(What you need to do) The entries below are to be reproduced in full, exactly as written.

Data Start Marker

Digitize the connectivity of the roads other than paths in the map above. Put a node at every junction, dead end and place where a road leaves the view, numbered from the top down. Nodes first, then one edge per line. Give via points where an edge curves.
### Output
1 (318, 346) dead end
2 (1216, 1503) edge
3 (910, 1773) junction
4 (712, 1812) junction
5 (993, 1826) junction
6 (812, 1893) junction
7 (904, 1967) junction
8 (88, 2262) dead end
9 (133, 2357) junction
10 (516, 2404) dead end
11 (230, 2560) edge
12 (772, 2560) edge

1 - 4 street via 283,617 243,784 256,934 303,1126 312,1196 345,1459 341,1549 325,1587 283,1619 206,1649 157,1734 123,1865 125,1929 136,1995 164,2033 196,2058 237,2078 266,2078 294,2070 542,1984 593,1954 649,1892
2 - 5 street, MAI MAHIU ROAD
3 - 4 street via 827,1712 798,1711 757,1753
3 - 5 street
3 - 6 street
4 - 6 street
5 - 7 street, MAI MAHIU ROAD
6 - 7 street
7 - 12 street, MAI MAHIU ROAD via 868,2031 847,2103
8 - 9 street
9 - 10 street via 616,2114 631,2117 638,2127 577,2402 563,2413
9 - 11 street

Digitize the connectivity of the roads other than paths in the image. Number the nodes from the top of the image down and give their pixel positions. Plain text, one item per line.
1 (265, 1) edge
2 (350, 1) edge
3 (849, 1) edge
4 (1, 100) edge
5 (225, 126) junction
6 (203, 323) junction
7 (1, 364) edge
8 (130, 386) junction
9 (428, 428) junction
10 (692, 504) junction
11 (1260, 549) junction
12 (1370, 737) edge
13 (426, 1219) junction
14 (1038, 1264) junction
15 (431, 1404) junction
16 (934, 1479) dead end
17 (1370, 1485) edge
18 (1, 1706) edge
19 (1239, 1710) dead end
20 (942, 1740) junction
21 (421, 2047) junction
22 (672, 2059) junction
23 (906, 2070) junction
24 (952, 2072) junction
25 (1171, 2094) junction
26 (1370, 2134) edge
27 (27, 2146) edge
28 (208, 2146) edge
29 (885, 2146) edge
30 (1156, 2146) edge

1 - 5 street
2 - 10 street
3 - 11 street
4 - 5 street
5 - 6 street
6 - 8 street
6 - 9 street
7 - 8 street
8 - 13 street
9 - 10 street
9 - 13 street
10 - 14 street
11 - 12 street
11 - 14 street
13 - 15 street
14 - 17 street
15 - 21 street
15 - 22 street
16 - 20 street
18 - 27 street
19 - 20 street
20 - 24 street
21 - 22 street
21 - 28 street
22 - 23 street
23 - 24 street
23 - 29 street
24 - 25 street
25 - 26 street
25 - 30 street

Data End Marker

(Exercise answer)
Digitize the connectivity of the roads other than paths in the map above. Put a node at every junction, dead end and place where a road leaves the view, numbered from the top down. Nodes first, then one edge per line. Give via points where an edge curves.
### Output
1 (318, 346) dead end
2 (1216, 1503) edge
3 (910, 1773) junction
4 (712, 1812) junction
5 (993, 1826) junction
6 (812, 1893) junction
7 (904, 1967) junction
8 (88, 2262) dead end
9 (133, 2357) junction
10 (516, 2404) dead end
11 (230, 2560) edge
12 (772, 2560) edge

1 - 4 street via 283,617 243,784 256,934 303,1126 312,1196 345,1459 341,1549 325,1587 283,1619 206,1649 157,1734 123,1865 125,1929 136,1995 164,2033 196,2058 237,2078 266,2078 294,2070 542,1984 593,1954 649,1892
2 - 5 street, MAI MAHIU ROAD
3 - 4 street via 827,1712 798,1711 757,1753
3 - 5 street
3 - 6 street
4 - 6 street
5 - 7 street, MAI MAHIU ROAD
6 - 7 street
7 - 12 street, MAI MAHIU ROAD via 868,2031 847,2103
8 - 9 street
9 - 10 street via 616,2114 631,2117 638,2127 577,2402 563,2413
9 - 11 street

Digitize the connectivity of the roads other than paths in the image. Number the nodes from the top of the image down and give their pixel positions. Plain text, one item per line.
1 (265, 1) edge
2 (350, 1) edge
3 (849, 1) edge
4 (1, 100) edge
5 (225, 126) junction
6 (203, 323) junction
7 (1, 364) edge
8 (130, 386) junction
9 (428, 428) junction
10 (692, 504) junction
11 (1260, 549) junction
12 (1370, 737) edge
13 (426, 1219) junction
14 (1038, 1264) junction
15 (431, 1404) junction
16 (934, 1479) dead end
17 (1370, 1485) edge
18 (1, 1706) edge
19 (1239, 1710) dead end
20 (942, 1740) junction
21 (421, 2047) junction
22 (672, 2059) junction
23 (906, 2070) junction
24 (952, 2072) junction
25 (1171, 2094) junction
26 (1370, 2134) edge
27 (27, 2146) edge
28 (208, 2146) edge
29 (885, 2146) edge
30 (1156, 2146) edge

1 - 5 street
2 - 10 street
3 - 11 street
4 - 5 street
5 - 6 street
6 - 8 street
6 - 9 street
7 - 8 street
8 - 13 street
9 - 10 street
9 - 13 street
10 - 14 street
11 - 12 street
11 - 14 street
13 - 15 street
14 - 17 street
15 - 21 street
15 - 22 street
16 - 20 street
18 - 27 street
19 - 20 street
20 - 24 street
21 - 22 street
21 - 28 street
22 - 23 street
23 - 24 street
23 - 29 street
24 - 25 street
25 - 26 street
25 - 30 street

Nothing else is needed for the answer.